- **Work required**
Your answer should consist of the lines holding "West", copied from the material below.

- **Data for processing**
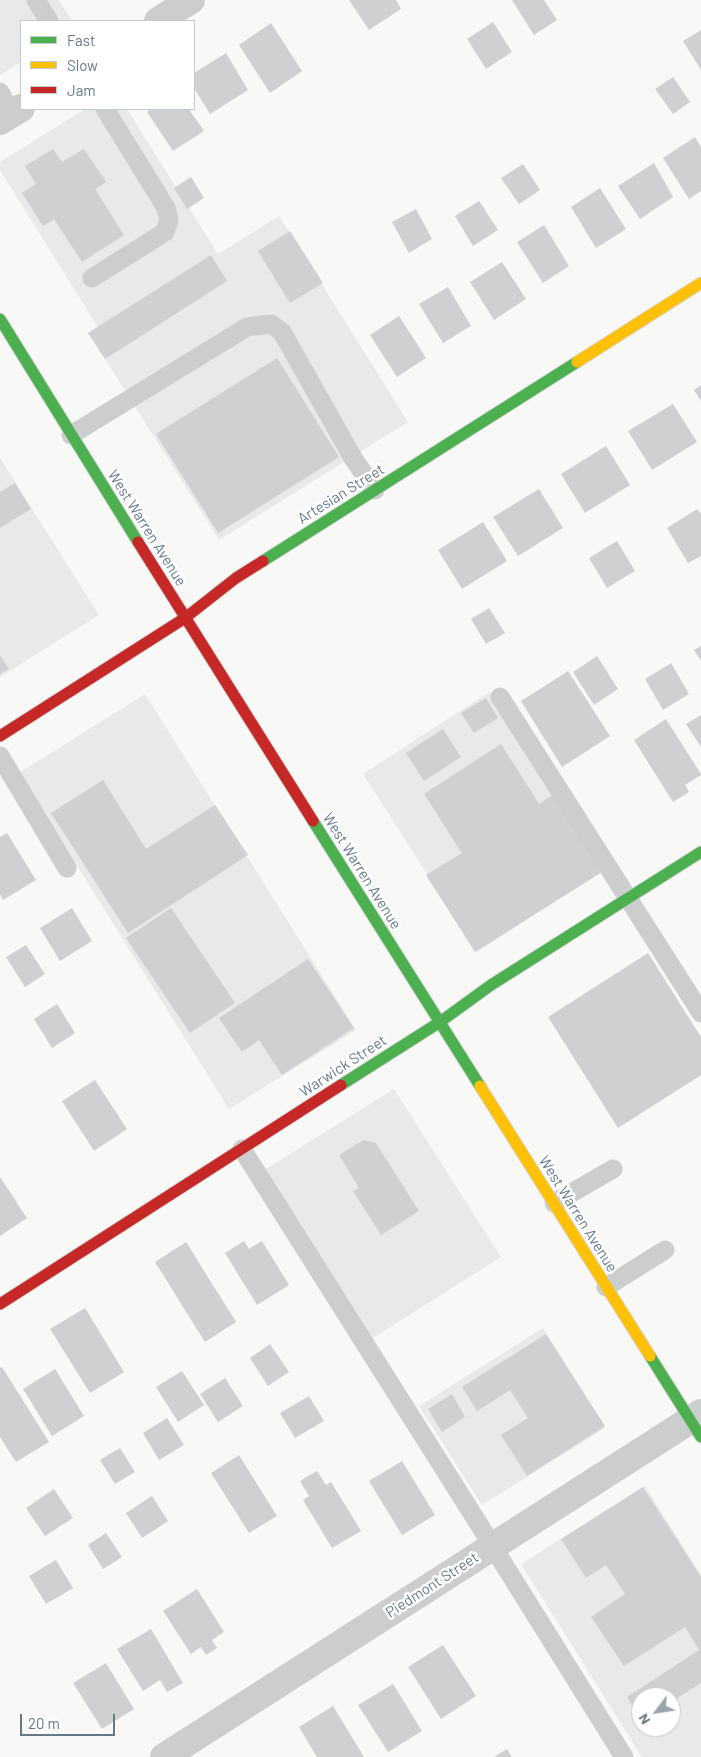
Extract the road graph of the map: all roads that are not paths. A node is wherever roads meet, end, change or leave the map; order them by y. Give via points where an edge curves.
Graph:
1 (36, 0) edge
2 (191, 0) edge
3 (48, 20) edge
4 (160, 20) edge
5 (106, 110) edge
6 (92, 278) dead end
7 (701, 283) edge
8 (0, 320) edge
9 (71, 435) junction
10 (375, 490) junction
11 (185, 618) junction
12 (500, 697) dead end
13 (0, 736) edge
14 (0, 756) edge
15 (701, 852) edge
16 (67, 868) dead end
17 (628, 898) junction
18 (701, 1013) edge
19 (440, 1022) junction
20 (242, 1149) junction
21 (613, 1169) dead end
22 (554, 1204) junction
23 (665, 1250) dead end
24 (606, 1286) junction
25 (0, 1304) edge
26 (697, 1423) edge
27 (492, 1546) junction
28 (164, 1757) edge
29 (624, 1757) edge

1 - 3 lane
2 - 4 street
5 - 6 lane via 166,208 169,220 165,232
7 - 10 street, Artesian Street
8 - 9 street, West Warren Avenue
9 - 10 lane via 247,328 271,324 282,332 353,458
9 - 11 street, West Warren Avenue
10 - 11 street, Artesian Street via 236,578
11 - 13 street, Artesian Street
11 - 19 street, West Warren Avenue
12 - 17 lane
14 - 16 lane
15 - 17 street, Warwick Street
17 - 18 lane
17 - 19 street, Warwick Street via 491,985
19 - 20 street, Warwick Street
19 - 22 street, West Warren Avenue
20 - 25 street, Warwick Street
20 - 27 lane
21 - 22 lane
22 - 24 street, West Warren Avenue
23 - 24 lane
24 - 26 street, West Warren Avenue
26 - 27 street, Piedmont Street
27 - 28 street, Piedmont Street
27 - 29 lane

- **Task answer**
8 - 9 street, West Warren Avenue
9 - 11 street, West Warren Avenue
11 - 19 street, West Warren Avenue
19 - 22 street, West Warren Avenue
22 - 24 street, West Warren Avenue
24 - 26 street, West Warren Avenue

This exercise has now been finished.